Your goal. What you return must match the records below exactly, down to each character.

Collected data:

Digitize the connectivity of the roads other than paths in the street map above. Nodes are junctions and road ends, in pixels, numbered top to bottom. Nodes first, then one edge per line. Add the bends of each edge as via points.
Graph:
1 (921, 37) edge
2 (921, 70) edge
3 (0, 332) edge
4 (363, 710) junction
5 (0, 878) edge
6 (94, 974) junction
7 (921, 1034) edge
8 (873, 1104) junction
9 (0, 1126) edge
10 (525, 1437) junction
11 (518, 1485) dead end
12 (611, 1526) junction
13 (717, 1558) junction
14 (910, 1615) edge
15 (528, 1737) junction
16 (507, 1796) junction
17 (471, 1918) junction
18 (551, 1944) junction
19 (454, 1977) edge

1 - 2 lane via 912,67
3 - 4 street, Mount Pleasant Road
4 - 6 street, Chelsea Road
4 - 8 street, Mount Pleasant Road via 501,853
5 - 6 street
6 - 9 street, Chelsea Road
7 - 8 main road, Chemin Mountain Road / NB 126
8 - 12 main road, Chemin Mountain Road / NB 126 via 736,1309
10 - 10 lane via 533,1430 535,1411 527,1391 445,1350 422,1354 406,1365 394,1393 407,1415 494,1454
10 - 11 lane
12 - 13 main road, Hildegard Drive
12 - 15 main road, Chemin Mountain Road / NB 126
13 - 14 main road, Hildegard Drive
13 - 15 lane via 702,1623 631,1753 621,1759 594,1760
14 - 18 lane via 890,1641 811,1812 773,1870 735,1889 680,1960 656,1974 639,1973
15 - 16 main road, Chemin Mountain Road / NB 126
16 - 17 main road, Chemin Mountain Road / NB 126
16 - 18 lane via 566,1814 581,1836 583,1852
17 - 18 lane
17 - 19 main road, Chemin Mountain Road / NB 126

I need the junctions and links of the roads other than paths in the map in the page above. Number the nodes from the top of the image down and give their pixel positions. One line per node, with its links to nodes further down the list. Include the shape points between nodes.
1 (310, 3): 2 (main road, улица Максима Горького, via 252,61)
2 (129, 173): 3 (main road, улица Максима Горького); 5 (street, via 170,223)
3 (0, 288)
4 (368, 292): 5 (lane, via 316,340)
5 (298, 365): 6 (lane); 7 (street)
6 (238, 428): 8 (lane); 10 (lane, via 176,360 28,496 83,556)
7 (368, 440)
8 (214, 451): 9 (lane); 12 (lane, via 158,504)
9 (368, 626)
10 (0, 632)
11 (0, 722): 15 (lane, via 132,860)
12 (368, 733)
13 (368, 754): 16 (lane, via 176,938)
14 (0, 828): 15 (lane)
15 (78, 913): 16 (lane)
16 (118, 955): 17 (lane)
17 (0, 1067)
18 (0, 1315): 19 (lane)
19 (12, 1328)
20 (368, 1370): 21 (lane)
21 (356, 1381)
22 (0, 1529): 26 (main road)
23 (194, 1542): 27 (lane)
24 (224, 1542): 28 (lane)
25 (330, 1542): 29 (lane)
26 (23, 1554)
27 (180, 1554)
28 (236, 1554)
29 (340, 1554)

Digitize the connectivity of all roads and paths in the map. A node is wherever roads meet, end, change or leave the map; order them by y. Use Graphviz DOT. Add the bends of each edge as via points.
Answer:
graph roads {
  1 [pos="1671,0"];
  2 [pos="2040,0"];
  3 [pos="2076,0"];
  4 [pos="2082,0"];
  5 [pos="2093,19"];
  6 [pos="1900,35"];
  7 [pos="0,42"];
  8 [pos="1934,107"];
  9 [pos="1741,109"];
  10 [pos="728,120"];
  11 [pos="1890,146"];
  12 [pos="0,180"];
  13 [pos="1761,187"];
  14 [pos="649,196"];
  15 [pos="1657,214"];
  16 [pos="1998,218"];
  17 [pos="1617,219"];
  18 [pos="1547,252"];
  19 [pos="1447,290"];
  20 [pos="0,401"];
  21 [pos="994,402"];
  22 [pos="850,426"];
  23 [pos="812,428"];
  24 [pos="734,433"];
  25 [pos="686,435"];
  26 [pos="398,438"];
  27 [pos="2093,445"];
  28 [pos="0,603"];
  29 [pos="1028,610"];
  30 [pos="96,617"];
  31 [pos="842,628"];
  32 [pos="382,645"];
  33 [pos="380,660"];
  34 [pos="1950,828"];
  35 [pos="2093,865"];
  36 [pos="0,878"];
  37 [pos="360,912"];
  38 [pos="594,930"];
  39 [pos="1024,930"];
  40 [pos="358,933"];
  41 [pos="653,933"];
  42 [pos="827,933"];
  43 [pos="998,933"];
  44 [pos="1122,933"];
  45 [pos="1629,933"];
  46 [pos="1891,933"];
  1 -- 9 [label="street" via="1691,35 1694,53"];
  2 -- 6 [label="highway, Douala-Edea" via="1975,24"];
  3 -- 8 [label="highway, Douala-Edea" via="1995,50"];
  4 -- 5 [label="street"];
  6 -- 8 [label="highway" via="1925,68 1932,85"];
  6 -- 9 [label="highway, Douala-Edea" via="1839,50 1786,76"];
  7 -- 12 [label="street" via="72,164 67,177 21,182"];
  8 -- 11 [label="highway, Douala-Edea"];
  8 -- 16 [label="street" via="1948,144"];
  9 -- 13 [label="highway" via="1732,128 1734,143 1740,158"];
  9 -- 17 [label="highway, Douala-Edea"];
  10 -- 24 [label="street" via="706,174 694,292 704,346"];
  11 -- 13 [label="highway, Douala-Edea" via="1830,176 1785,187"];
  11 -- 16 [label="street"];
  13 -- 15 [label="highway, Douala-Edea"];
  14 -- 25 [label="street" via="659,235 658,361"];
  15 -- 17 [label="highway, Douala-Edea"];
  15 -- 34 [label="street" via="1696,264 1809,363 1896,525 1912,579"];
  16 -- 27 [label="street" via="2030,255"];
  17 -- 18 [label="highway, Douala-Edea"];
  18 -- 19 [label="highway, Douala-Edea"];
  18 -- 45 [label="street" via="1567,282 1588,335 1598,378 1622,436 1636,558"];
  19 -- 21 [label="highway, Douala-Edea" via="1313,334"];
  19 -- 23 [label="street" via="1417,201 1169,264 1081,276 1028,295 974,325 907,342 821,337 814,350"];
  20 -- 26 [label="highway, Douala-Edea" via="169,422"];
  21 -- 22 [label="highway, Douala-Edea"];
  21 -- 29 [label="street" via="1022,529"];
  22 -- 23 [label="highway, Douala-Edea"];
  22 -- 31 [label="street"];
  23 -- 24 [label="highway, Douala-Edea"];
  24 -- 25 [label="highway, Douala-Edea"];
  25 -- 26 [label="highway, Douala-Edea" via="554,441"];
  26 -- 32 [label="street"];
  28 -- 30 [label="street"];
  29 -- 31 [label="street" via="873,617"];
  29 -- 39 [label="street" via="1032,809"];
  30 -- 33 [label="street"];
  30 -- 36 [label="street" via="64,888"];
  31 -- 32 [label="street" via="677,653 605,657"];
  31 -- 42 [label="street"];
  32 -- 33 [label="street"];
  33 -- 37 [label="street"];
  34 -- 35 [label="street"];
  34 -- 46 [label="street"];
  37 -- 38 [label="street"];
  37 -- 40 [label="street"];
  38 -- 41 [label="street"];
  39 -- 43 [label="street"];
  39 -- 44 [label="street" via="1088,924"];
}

Finished task.
Digitize the connectivity of the roads other than paths in the street map above. Nodes are junctions and road ends, in pixels, numbered top to bottom. Nodes first, then one edge per line. Add the bends of each edge as via points.
Graph:
1 (921, 37) edge
2 (921, 70) edge
3 (0, 332) edge
4 (363, 710) junction
5 (0, 878) edge
6 (94, 974) junction
7 (921, 1034) edge
8 (873, 1104) junction
9 (0, 1126) edge
10 (525, 1437) junction
11 (518, 1485) dead end
12 (611, 1526) junction
13 (717, 1558) junction
14 (910, 1615) edge
15 (528, 1737) junction
16 (507, 1796) junction
17 (471, 1918) junction
18 (551, 1944) junction
19 (454, 1977) edge

1 - 2 lane via 912,67
3 - 4 street, Mount Pleasant Road
4 - 6 street, Chelsea Road
4 - 8 street, Mount Pleasant Road via 501,853
5 - 6 street
6 - 9 street, Chelsea Road
7 - 8 main road, Chemin Mountain Road / NB 126
8 - 12 main road, Chemin Mountain Road / NB 126 via 736,1309
10 - 10 lane via 533,1430 535,1411 527,1391 445,1350 422,1354 406,1365 394,1393 407,1415 494,1454
10 - 11 lane
12 - 13 main road, Hildegard Drive
12 - 15 main road, Chemin Mountain Road / NB 126
13 - 14 main road, Hildegard Drive
13 - 15 lane via 702,1623 631,1753 621,1759 594,1760
14 - 18 lane via 890,1641 811,1812 773,1870 735,1889 680,1960 656,1974 639,1973
15 - 16 main road, Chemin Mountain Road / NB 126
16 - 17 main road, Chemin Mountain Road / NB 126
16 - 18 lane via 566,1814 581,1836 583,1852
17 - 18 lane
17 - 19 main road, Chemin Mountain Road / NB 126

I need the junctions and links of the roads other than paths in the map in the page above. Number the nodes from the top of the image down and give their pixel positions. One line per node, with its links to nodes further down the list. Include the shape points between nodes.
1 (310, 3): 2 (main road, улица Максима Горького, via 252,61)
2 (129, 173): 3 (main road, улица Максима Горького); 5 (street, via 170,223)
3 (0, 288)
4 (368, 292): 5 (lane, via 316,340)
5 (298, 365): 6 (lane); 7 (street)
6 (238, 428): 8 (lane); 10 (lane, via 176,360 28,496 83,556)
7 (368, 440)
8 (214, 451): 9 (lane); 12 (lane, via 158,504)
9 (368, 626)
10 (0, 632)
11 (0, 722): 15 (lane, via 132,860)
12 (368, 733)
13 (368, 754): 16 (lane, via 176,938)
14 (0, 828): 15 (lane)
15 (78, 913): 16 (lane)
16 (118, 955): 17 (lane)
17 (0, 1067)
18 (0, 1315): 19 (lane)
19 (12, 1328)
20 (368, 1370): 21 (lane)
21 (356, 1381)
22 (0, 1529): 26 (main road)
23 (194, 1542): 27 (lane)
24 (224, 1542): 28 (lane)
25 (330, 1542): 29 (lane)
26 (23, 1554)
27 (180, 1554)
28 (236, 1554)
29 (340, 1554)

Digitize the connectivity of all roads and paths in the map. A node is wherever roads meet, end, change or leave the map; order them by y. Use Graphviz DOT. Add the bends of each edge as via points.
Answer:
graph roads {
  1 [pos="1671,0"];
  2 [pos="2040,0"];
  3 [pos="2076,0"];
  4 [pos="2082,0"];
  5 [pos="2093,19"];
  6 [pos="1900,35"];
  7 [pos="0,42"];
  8 [pos="1934,107"];
  9 [pos="1741,109"];
  10 [pos="728,120"];
  11 [pos="1890,146"];
  12 [pos="0,180"];
  13 [pos="1761,187"];
  14 [pos="649,196"];
  15 [pos="1657,214"];
  16 [pos="1998,218"];
  17 [pos="1617,219"];
  18 [pos="1547,252"];
  19 [pos="1447,290"];
  20 [pos="0,401"];
  21 [pos="994,402"];
  22 [pos="850,426"];
  23 [pos="812,428"];
  24 [pos="734,433"];
  25 [pos="686,435"];
  26 [pos="398,438"];
  27 [pos="2093,445"];
  28 [pos="0,603"];
  29 [pos="1028,610"];
  30 [pos="96,617"];
  31 [pos="842,628"];
  32 [pos="382,645"];
  33 [pos="380,660"];
  34 [pos="1950,828"];
  35 [pos="2093,865"];
  36 [pos="0,878"];
  37 [pos="360,912"];
  38 [pos="594,930"];
  39 [pos="1024,930"];
  40 [pos="358,933"];
  41 [pos="653,933"];
  42 [pos="827,933"];
  43 [pos="998,933"];
  44 [pos="1122,933"];
  45 [pos="1629,933"];
  46 [pos="1891,933"];
  1 -- 9 [label="street" via="1691,35 1694,53"];
  2 -- 6 [label="highway, Douala-Edea" via="1975,24"];
  3 -- 8 [label="highway, Douala-Edea" via="1995,50"];
  4 -- 5 [label="street"];
  6 -- 8 [label="highway" via="1925,68 1932,85"];
  6 -- 9 [label="highway, Douala-Edea" via="1839,50 1786,76"];
  7 -- 12 [label="street" via="72,164 67,177 21,182"];
  8 -- 11 [label="highway, Douala-Edea"];
  8 -- 16 [label="street" via="1948,144"];
  9 -- 13 [label="highway" via="1732,128 1734,143 1740,158"];
  9 -- 17 [label="highway, Douala-Edea"];
  10 -- 24 [label="street" via="706,174 694,292 704,346"];
  11 -- 13 [label="highway, Douala-Edea" via="1830,176 1785,187"];
  11 -- 16 [label="street"];
  13 -- 15 [label="highway, Douala-Edea"];
  14 -- 25 [label="street" via="659,235 658,361"];
  15 -- 17 [label="highway, Douala-Edea"];
  15 -- 34 [label="street" via="1696,264 1809,363 1896,525 1912,579"];
  16 -- 27 [label="street" via="2030,255"];
  17 -- 18 [label="highway, Douala-Edea"];
  18 -- 19 [label="highway, Douala-Edea"];
  18 -- 45 [label="street" via="1567,282 1588,335 1598,378 1622,436 1636,558"];
  19 -- 21 [label="highway, Douala-Edea" via="1313,334"];
  19 -- 23 [label="street" via="1417,201 1169,264 1081,276 1028,295 974,325 907,342 821,337 814,350"];
  20 -- 26 [label="highway, Douala-Edea" via="169,422"];
  21 -- 22 [label="highway, Douala-Edea"];
  21 -- 29 [label="street" via="1022,529"];
  22 -- 23 [label="highway, Douala-Edea"];
  22 -- 31 [label="street"];
  23 -- 24 [label="highway, Douala-Edea"];
  24 -- 25 [label="highway, Douala-Edea"];
  25 -- 26 [label="highway, Douala-Edea" via="554,441"];
  26 -- 32 [label="street"];
  28 -- 30 [label="street"];
  29 -- 31 [label="street" via="873,617"];
  29 -- 39 [label="street" via="1032,809"];
  30 -- 33 [label="street"];
  30 -- 36 [label="street" via="64,888"];
  31 -- 32 [label="street" via="677,653 605,657"];
  31 -- 42 [label="street"];
  32 -- 33 [label="street"];
  33 -- 37 [label="street"];
  34 -- 35 [label="street"];
  34 -- 46 [label="street"];
  37 -- 38 [label="street"];
  37 -- 40 [label="street"];
  38 -- 41 [label="street"];
  39 -- 43 [label="street"];
  39 -- 44 [label="street" via="1088,924"];
}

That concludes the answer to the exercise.